Food and Water
If you're backpacking for a day or a weekend, you can take whatever food you like and enough fresh water to keep you sated. But if your hike is going to last several days, you need to pack the right type of foods and be prepared to find natural sources of water.
Hiking and backpacking burns a lot of energy. According to the Appalachian Trail Conservancy, hikers should pack between 1.5 to 2 pounds (.68 to .91 kilograms) of high-calorie food for every day on the trail. Don't bring any cans, or foods, such as vegetables and fruits. Fruits and vegetables are high in water and heavy to carry. If you're hiking in cold weather, it takes more calories to stay warm. As such, the ATC advises hikers to bring 2.5 pounds (1.13 kilograms) of food per day [source: Appalachian Trail Conservancy].
Snacking on the trail is encouraged. Snacks, such as chocolate, energy bars, dried fruit and nuts are good for a quick nibble and can easily be transported. In fact, it's better to constantly snack instead of eat large meals.

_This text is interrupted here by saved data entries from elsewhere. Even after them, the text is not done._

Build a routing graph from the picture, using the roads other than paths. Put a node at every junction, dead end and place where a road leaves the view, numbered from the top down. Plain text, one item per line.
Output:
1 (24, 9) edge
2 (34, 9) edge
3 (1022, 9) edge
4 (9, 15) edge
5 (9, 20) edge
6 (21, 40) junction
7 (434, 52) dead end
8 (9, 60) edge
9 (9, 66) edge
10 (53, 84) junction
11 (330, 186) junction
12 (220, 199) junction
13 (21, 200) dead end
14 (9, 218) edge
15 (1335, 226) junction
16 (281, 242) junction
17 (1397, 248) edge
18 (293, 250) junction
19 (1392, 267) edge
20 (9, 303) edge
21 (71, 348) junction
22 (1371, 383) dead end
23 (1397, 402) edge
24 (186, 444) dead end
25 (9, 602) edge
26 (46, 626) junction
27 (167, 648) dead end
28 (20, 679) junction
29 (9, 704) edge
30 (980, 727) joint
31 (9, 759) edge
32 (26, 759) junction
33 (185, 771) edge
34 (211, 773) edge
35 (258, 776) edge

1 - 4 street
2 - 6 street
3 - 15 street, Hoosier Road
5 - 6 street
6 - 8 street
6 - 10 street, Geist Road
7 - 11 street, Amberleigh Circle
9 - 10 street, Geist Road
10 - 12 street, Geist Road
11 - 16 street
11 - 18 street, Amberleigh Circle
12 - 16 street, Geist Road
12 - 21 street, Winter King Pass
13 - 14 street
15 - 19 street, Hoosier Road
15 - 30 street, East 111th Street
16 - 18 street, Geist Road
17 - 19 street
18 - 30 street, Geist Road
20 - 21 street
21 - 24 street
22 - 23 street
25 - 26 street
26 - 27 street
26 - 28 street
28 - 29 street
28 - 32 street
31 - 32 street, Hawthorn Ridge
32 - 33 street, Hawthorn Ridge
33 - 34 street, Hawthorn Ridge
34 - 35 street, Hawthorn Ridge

Snacking gives you more energy [source: Appalachian Trail Conservancy].
Chances of finding a water cooler on any trail are nil. Before heading out, know where natural springs and other fresh water sources are located. Plan carefully, because these sources can dry up in the summer [source: Appalachian Trail Conservancy].
Boiling is one way to purify water. Another is to treat it with iodine or chlorine tablets. Although boiling is time consuming, it's the best way to destroy bacteria and other organisms that can cause illness. Let the water boil fiercely for at least one minute.
Water filters are also handy. If you're going to be using a portable water filter, make sure it's from a reliable manufacturer. Although some water filters claim to remove certain types of bacteria and organisms, they may not [source: Appalachian Trail Conservancy].